地上の匂い――。ギギは胸の内側でそう呟いた。
「やっぱりここにいた」
突然の声に、危うく花を吹き飛ばしそうになった。
振り向くと、翼を畳むビビの姿があった。
「ビ、ビビ……」
「穴にいないからもしやと思ったけど。お前、ホントにここ好きだよな」
「う、うんうん。大好き」頷きながら、花を背中に隠す。何故だか自分以外には見られてはいけない気がした。
「なんだよ、どうかしたか?」
「べべべ別に」
「何か隠してんのか?」ビビが怪訝そうに首を伸ばしてくる。
「隠してない、隠してない」
ビビの向こうで、谷の中から竜の影が三つ飛び出してきた。ジョジョ、トト、ポポという、ギギと同年輩の連中だ。彼らはそれぞれの尻尾を追うように、ギギたちの頭上で旋回し始めた。
「おやおや、御曹司がこんな所に」と、ジョジョ。
「昨日の狩りは大変だったようで」と、トト。
「残念ながら収穫はなしだとか」と、ポポ。
「収穫どころか、失くしたものがあるんだって?」
「ちょっと、おい、あれ見てみろよ。あいつの鼻」
「角が……角がないぞ?」
わざとらしい物言いに、ギギは俯く。
「一体どうなさったんで? その角――熱っ!」
見ると、旋回の陣形が崩れていた。隣ではビビが口に炎を湛えている。それで大体、何があったのか理解出来た。
「お前ら、いい加減にしないと次は当てる」
舌打ちがした。
「オトコ女が」
「お前の方がよっぽど頭領に向いてるぜ」
「ブス!」
人は飛び去っていく。その尻尾目掛けて、ビビはもう一発火球を放った。
「あいつら」ビビは彼方に向けて睨みを利かせてから、「角のことは気にすんなよ。また生えてくるって」
「うん……だけど、ジョジョたちの言ったことも正論だよ」ギギはポツリと言った。「僕はたぶん、頭領には向いてない」
「ギギ……」
仄かな雨の匂いが鼻をくすぐった。風上へ顔を向けると、草原の上に黒い雨雲が浮かんでいた。

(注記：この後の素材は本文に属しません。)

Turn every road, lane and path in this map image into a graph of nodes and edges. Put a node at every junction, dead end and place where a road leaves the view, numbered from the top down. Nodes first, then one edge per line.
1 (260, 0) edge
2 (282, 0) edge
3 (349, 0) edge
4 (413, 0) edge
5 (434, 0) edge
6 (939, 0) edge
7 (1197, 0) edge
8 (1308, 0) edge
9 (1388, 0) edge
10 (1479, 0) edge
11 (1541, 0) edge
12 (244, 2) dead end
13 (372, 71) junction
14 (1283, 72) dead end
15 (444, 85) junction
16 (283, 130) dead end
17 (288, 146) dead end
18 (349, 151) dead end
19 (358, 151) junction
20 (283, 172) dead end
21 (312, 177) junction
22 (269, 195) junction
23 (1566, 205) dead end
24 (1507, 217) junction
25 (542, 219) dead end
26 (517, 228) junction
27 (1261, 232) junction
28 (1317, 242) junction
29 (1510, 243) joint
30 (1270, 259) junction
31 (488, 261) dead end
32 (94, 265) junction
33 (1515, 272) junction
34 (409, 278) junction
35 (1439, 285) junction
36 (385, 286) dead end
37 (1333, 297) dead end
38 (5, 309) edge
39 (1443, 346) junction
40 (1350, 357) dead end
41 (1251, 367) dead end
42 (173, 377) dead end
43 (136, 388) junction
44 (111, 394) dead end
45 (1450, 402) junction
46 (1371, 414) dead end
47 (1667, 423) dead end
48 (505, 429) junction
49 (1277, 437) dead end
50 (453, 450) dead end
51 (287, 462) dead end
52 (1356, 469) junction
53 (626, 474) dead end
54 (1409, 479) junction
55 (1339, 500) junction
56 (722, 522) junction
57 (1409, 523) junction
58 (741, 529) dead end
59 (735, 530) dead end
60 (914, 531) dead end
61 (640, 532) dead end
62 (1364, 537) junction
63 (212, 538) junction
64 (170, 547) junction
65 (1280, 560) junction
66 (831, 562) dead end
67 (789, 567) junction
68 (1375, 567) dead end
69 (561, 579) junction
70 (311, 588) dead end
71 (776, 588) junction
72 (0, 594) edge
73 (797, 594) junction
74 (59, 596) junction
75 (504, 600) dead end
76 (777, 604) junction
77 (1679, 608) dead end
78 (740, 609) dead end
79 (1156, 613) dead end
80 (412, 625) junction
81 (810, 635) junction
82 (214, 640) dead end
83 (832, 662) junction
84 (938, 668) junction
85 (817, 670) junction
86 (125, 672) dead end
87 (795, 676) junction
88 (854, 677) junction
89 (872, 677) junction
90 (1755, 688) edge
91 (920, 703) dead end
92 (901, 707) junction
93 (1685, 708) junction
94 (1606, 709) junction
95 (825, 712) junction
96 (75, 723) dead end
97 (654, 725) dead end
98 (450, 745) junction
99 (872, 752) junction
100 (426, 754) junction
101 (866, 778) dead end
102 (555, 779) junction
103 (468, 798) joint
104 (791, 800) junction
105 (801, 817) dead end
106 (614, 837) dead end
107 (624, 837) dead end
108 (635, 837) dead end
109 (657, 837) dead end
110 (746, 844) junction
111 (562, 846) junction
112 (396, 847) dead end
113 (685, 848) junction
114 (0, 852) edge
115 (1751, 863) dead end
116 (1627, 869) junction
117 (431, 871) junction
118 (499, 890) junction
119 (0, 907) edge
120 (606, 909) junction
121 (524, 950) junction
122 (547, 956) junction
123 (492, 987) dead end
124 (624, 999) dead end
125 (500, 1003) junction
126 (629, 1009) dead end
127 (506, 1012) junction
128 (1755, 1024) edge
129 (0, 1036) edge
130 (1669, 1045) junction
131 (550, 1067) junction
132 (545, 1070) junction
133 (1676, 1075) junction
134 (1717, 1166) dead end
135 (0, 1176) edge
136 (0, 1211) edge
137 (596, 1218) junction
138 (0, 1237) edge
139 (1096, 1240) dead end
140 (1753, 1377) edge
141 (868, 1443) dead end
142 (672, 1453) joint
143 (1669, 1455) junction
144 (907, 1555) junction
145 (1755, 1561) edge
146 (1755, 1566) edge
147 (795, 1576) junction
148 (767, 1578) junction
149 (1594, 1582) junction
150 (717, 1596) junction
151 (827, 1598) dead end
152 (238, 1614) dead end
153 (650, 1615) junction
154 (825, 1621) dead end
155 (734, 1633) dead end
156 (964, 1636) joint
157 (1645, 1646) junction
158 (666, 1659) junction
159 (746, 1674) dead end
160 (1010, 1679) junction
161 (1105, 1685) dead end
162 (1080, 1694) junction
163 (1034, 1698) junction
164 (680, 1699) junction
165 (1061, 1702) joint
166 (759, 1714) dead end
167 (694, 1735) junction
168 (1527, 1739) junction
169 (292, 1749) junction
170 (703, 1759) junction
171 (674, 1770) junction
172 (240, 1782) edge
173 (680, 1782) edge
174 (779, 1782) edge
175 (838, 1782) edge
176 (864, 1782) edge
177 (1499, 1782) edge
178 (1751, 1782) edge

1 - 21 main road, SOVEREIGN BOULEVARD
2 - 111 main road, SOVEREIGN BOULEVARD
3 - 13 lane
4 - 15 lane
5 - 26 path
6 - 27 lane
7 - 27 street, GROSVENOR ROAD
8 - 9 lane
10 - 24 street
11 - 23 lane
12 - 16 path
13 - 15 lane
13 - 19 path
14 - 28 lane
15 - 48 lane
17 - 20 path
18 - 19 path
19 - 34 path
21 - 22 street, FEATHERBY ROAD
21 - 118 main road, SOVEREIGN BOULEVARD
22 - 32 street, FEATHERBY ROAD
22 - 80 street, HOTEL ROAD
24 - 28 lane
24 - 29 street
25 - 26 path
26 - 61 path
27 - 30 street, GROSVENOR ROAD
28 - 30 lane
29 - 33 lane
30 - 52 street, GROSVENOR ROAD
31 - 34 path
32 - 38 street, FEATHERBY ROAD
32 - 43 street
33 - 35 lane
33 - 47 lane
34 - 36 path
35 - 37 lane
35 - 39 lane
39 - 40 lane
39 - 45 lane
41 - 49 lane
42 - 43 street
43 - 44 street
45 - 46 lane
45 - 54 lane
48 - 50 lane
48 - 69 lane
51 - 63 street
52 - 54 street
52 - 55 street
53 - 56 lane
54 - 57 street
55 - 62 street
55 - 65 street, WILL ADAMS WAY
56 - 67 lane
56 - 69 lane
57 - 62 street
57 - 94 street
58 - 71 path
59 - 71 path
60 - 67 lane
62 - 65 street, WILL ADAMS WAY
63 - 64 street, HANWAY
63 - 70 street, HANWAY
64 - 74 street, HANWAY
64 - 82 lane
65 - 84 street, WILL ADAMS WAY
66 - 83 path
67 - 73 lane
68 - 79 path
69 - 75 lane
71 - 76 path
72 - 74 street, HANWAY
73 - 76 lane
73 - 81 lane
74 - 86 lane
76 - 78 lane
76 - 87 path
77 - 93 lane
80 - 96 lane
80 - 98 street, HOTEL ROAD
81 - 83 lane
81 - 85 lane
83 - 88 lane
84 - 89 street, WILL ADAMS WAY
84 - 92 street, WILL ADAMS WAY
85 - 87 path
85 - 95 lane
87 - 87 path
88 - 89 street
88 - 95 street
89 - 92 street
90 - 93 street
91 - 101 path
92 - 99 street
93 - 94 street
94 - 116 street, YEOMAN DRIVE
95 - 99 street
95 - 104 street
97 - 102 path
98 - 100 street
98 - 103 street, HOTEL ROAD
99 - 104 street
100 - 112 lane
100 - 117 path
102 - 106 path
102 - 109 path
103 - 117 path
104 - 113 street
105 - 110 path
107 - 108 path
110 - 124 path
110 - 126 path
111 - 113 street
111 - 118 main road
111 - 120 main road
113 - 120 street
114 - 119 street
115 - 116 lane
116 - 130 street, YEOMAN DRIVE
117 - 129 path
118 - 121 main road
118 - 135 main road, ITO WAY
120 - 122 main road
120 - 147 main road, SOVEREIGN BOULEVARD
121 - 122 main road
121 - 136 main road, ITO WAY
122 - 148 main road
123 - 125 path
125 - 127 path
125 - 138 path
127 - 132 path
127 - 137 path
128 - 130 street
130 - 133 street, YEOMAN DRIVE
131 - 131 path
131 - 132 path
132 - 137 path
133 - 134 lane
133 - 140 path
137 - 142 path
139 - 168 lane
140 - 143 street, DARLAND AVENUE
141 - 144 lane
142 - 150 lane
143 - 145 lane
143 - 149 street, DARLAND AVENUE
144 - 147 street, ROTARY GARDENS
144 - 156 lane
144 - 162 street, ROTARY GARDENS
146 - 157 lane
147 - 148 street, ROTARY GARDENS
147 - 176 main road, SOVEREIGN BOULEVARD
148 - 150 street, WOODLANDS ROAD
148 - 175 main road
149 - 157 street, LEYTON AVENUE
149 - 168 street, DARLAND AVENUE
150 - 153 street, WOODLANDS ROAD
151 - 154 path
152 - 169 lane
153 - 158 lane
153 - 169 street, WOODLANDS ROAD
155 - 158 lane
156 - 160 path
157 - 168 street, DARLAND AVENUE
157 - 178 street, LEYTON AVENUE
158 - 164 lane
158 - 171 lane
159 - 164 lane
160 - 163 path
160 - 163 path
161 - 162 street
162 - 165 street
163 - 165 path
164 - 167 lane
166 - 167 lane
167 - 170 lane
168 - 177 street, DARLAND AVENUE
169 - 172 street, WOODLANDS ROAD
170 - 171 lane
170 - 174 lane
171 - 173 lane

「また雨か」同じ方を向いていたビビが言った。「最近、やたらと多いな」
ギギは黙って黒雲を見つめた。
ずっと雨が降ればいいのに、と彼は胸の内で呟く。そうすれば、洞穴に籠って、あちこち飛び回らずに済むのに、と。
外の世界は、ギギにとって辛いことばかりであった。